На следующий день обстановка на вилле и вокруг нее оставалась обычной. Заночевавшие гости, освежившись в бассейне и нагуляв аппетит, расположились завтракать под тентом. Их разговор по-прежнему записывался, и наблюдение за виллой продолжалось. Обсудив происшедшее ночью, высшие чины разведки и корпуса карабинеров пришли к выводу, что действовал все же шантажист-одиночка, и решили не сворачивать операцию. Просто арестовать главарей мафии в данный момент было бы бессмысленно: запись предварительных переговоров, за которыми еще не стояло никаких действий, не могла стать аргументом для суда. Преступников следовало брать с поличным, а для этого постоянно находиться в курсе их замыслов. Между тем сами мафиози, судя по их поведению и разговорам, и не подозревали о том, что за ними ведется слежка. После завтрака, прошедшего в весьма непринужденной обстановке, они один за другим начали разъезжаться с виллы. Агентам разведки еще в городе удалось приладить «жучок» к «Бентли» Микеле Пезенти, и теперь за его машиной на достаточном отдалении следовал «хвост». Слушая в своем автомобиле то, что говорилось в салоне «Бентли», агенты пришли к выводу, что Пезенти понятия не имеет о раскрытии его намерений: он источал благодушие и постоянно намекал своим подручным на дело, которое должно потребовать немалых усилий, но сулит баснословное обогащение. «Будет много товара, — сказал, в частности, Пезенти, — надо уже сейчас постараться прибрать к рукам весь рынок, а не только какую-то его часть. Хватит церемониться с.конкурентами.
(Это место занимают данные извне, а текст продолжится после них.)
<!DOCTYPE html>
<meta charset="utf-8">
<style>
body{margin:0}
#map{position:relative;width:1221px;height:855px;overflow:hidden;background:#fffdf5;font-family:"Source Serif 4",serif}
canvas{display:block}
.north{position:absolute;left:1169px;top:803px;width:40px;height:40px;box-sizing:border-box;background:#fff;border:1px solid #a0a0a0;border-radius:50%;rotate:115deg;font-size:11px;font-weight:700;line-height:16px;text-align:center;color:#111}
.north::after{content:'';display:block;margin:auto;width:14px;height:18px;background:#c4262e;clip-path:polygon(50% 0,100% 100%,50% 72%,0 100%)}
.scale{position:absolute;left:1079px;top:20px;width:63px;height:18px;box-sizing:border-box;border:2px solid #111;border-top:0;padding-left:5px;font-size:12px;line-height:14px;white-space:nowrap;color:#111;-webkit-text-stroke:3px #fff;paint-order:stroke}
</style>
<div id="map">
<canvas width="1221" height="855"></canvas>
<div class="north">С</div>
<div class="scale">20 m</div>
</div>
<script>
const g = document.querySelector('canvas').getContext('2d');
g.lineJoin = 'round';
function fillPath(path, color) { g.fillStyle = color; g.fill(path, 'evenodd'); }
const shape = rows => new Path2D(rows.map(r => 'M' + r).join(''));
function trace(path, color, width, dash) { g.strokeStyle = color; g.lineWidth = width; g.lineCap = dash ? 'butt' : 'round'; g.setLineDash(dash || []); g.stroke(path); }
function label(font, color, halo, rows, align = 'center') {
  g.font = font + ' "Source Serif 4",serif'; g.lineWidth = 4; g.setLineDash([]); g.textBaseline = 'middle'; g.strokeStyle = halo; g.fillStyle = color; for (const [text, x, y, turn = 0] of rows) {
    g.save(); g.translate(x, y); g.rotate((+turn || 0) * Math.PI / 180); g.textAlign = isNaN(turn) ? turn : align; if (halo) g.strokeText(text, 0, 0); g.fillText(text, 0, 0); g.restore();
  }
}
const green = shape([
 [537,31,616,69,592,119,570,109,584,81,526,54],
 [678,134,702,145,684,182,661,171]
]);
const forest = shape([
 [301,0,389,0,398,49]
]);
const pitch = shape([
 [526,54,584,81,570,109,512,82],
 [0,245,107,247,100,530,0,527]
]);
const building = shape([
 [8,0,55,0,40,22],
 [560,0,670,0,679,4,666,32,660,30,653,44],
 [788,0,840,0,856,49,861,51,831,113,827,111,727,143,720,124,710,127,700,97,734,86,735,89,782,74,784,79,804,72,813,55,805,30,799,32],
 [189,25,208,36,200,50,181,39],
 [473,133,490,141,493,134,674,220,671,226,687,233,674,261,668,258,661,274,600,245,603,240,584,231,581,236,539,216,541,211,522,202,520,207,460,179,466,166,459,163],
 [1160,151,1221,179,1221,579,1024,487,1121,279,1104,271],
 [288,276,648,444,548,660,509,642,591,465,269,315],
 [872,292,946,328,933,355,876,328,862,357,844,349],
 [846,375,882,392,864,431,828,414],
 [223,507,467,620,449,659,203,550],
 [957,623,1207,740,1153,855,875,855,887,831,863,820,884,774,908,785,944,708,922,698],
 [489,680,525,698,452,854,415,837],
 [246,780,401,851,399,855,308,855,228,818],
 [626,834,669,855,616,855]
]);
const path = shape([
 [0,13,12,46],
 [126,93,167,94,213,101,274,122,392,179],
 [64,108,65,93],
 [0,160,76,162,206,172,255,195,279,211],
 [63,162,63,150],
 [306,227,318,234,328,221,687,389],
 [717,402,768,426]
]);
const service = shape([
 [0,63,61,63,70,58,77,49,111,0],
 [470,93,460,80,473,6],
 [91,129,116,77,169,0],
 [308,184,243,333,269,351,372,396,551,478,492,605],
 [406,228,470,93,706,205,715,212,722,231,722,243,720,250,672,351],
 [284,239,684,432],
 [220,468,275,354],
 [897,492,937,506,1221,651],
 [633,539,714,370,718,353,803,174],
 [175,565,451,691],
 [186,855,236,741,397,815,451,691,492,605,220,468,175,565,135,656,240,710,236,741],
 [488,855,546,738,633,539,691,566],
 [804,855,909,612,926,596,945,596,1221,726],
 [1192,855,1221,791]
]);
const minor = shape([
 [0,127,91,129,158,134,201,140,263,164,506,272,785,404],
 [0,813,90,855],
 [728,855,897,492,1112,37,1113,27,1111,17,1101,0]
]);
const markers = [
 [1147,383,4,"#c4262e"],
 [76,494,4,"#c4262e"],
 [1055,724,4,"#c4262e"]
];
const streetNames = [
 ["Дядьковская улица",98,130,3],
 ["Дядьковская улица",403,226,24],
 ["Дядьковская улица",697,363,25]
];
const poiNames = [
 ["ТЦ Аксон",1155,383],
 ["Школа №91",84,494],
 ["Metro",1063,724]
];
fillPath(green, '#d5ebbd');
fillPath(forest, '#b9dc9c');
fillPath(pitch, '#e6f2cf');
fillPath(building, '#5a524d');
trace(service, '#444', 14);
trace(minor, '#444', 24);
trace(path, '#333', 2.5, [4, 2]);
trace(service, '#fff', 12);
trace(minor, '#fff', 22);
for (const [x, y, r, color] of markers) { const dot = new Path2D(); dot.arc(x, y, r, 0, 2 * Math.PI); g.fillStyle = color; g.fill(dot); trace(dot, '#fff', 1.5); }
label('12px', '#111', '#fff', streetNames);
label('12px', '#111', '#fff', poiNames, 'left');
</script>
Кому-то можно дать отступного, а кто не понимает по-хорошему — убирать». Все говорило за то, что к похищению пленок мафиози не имеют отношения,
что они полны желания воплотить свои план в жизнь, а ночное происшествие означало лишь одно: в дело вмешалась некая третья сила. Следовало выяснить, что это за сила и чего она добивается. Было бы чертовски обидно, если бы все свелось к сенсационным разоблачениям в газетах: бандиты от всего бы отперлись, шумиха со временем стихла бы, и зловещий проект развивался бы своим чередом. Однако случившееся ночью выглядело куда серьезнее, чем простая охота за информацией погорячее, а сам исполнитель похищения представлялся более . внушительной фигурой, чем заурядный шпион и шантажист, — слишком уж смело и профессионально все было исполнено. Так действовать мог только человек, совершенно не сомневающийся в себе. Агент иностранной спецслужбы? Нет, ни одна спецслужба не смогла бы организовать параллельное наблюдение за мафиози и остаться вне поля зрения итальянской разведки. В любом случае провернуть подобную операцию мог только человек, так или иначе связанный с мафией. Представлялось сомнительным, что работал коренной сицилиец или неаполитанец: они слишком высоко ценят семейную солидарность, да и проделано все было слишком профессионально для любого бандита. Уж не ведет ли двойную игру один из тех иностранцев, которые появились на вилле, нанятые, видимо, для военных операций в горах? В таком случае мафиози пригрели на груди настоящую змею, которая когда-нибудь может ужалить их весьма болезненно. Впрочем, нельзя было исключить и всевозможные случайные совпадения. Придется следить за тем, где и при каких обстоятельствах всплывет похищенная информация — походило на то, что выйти на самого похитителя удастся только так. Тем не менее по каналам разведки следовало выявить наиболее квалифицированных военных специалистов, работающих по найму, установить, кого из них взяла на работу мафия, и попытаться выяснить, не имел ли кто-нибудь из этих людей собственных особых причин для того, чтобы вступить в смертельно опасный поединок со своими могущественными работодателями. На совещании было решено установить слежку за иранцами, так как случившееся могло явиться следствием либо внутрииранских междоусобиц, либо непрекращающейся в исламе грызни различных толков сект, группировок и направлений.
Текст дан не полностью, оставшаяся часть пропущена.